Dr. Stagno finds inspiration in meeting new people and demonstrating love to CUREkids.
“I’m drained. I’m drained from what I’ve seen. I always wish I could do more, but I’m only here for a week. I’m not here permanently. And even if it was permanent, we can only do so much. When you come and visit, you meet lots of new people and, sometimes, you can inspire them. Remind them that we have a responsibility to think of them as our own, our son or daughter, you know? We should love them like they belong to us. That’s the message that I would like to leave every time I visit a new hospital.”
“I’ve seen lots of very unwell patients and they always touch my heart, but I’ve also met lots of amazing people that are working to make things better. In every place, there are things to improve and there is a lot to do, but there are people already committed to do the work, so that’s reassuring.”
She also says that the road to becoming a surgeon is a difficult one, but is incredibly rewarding.
“I feel very privileged to be here. I wouldn’t be here if it wasn’t for my parents and how much they sacrificed for me. They only went to primary school and they pushed me to study more than they could do. Despite all of that, it was very difficult. I now feel very privileged as anybody else could be seated here today if they wanted. So, I would really encourage people to pursue their dreams because everything is possible.”

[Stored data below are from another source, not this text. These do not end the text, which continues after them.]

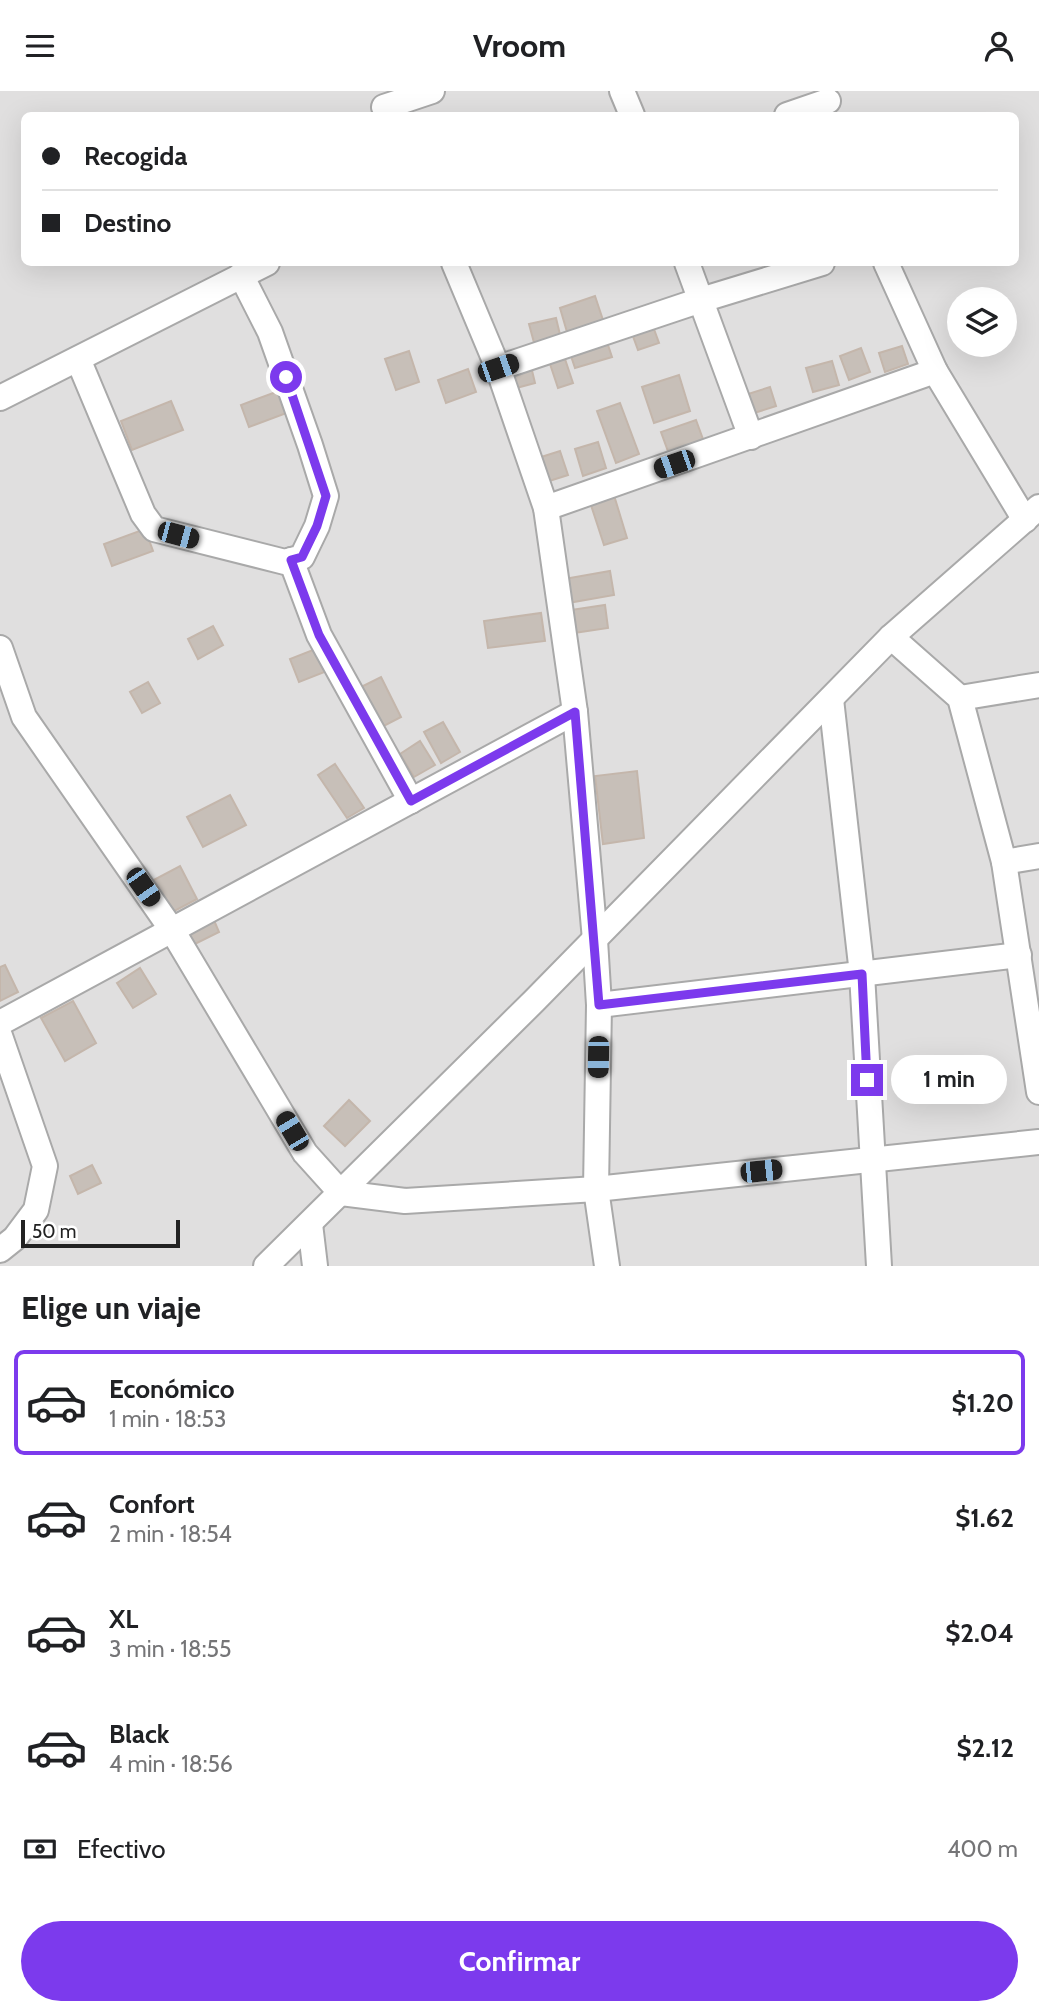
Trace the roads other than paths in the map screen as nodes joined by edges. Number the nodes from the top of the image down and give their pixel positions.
1 (432, 91) edge
2 (622, 91) edge
3 (829, 102) edge
4 (382, 105) edge
5 (631, 112) edge
6 (797, 112) edge
7 (260, 266) edge
8 (455, 266) edge
9 (688, 266) edge
10 (812, 266) edge
11 (888, 266) edge
12 (241, 275) junction
13 (701, 300) junction
14 (78, 359) junction
15 (498, 368) junction
16 (935, 371) junction
17 (0, 398) edge
18 (751, 437) junction
19 (546, 508) junction
20 (1032, 513) edge
21 (291, 560) junction
22 (891, 637) junction
23 (0, 648) edge
24 (1039, 685) edge
25 (960, 698) junction
26 (831, 699) junction
27 (575, 712) junction
28 (411, 801) junction
29 (1039, 856) edge
30 (1004, 862) junction
31 (172, 930) junction
32 (595, 940) junction
33 (1019, 955) junction
34 (862, 974) junction
35 (599, 1005) junction
36 (0, 1023) edge
37 (1035, 1026) edge
38 (0, 1037) edge
39 (1039, 1092) edge
40 (1039, 1142) edge
41 (872, 1160) junction
42 (596, 1189) junction
43 (341, 1193) junction
44 (310, 1224) junction
45 (0, 1250) edge
46 (266, 1266) edge
47 (315, 1266) edge
48 (607, 1266) edge
49 (879, 1266) edge

1 - 4 street
2 - 5 street
3 - 6 street
7 - 12 street
8 - 15 street
9 - 13 street
10 - 13 street
11 - 16 street
12 - 14 street
12 - 21 street
13 - 15 street
13 - 18 street
14 - 17 street
14 - 21 street
15 - 19 street
16 - 18 street
16 - 20 street
18 - 19 street
19 - 27 street
20 - 22 street
21 - 28 street
22 - 25 street
22 - 26 street
23 - 31 street
24 - 25 street
25 - 30 street
26 - 32 street
26 - 34 street
27 - 28 street
27 - 32 street
28 - 31 street
29 - 30 street
30 - 33 street
31 - 36 street
31 - 43 street
32 - 35 street
32 - 43 street
33 - 34 street
33 - 37 street
34 - 35 street
34 - 41 street
35 - 42 street
37 - 39 street
38 - 45 street
40 - 41 street
41 - 42 street
41 - 49 street
42 - 43 street
42 - 48 street
43 - 44 street
44 - 46 street
44 - 47 street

“But now that I’m here, there is so much to do and so much to help and we are such a long way away. I find it overwhelming because I’d like to see no children suffer, but I can’t do it on my own. No one can do it on their own. We can only do it if we work together. That’s why we do need another surgeon, another nurse, another doctor. We need donors and we need people like you because nothing happens if you don’t establish a community of helpers.”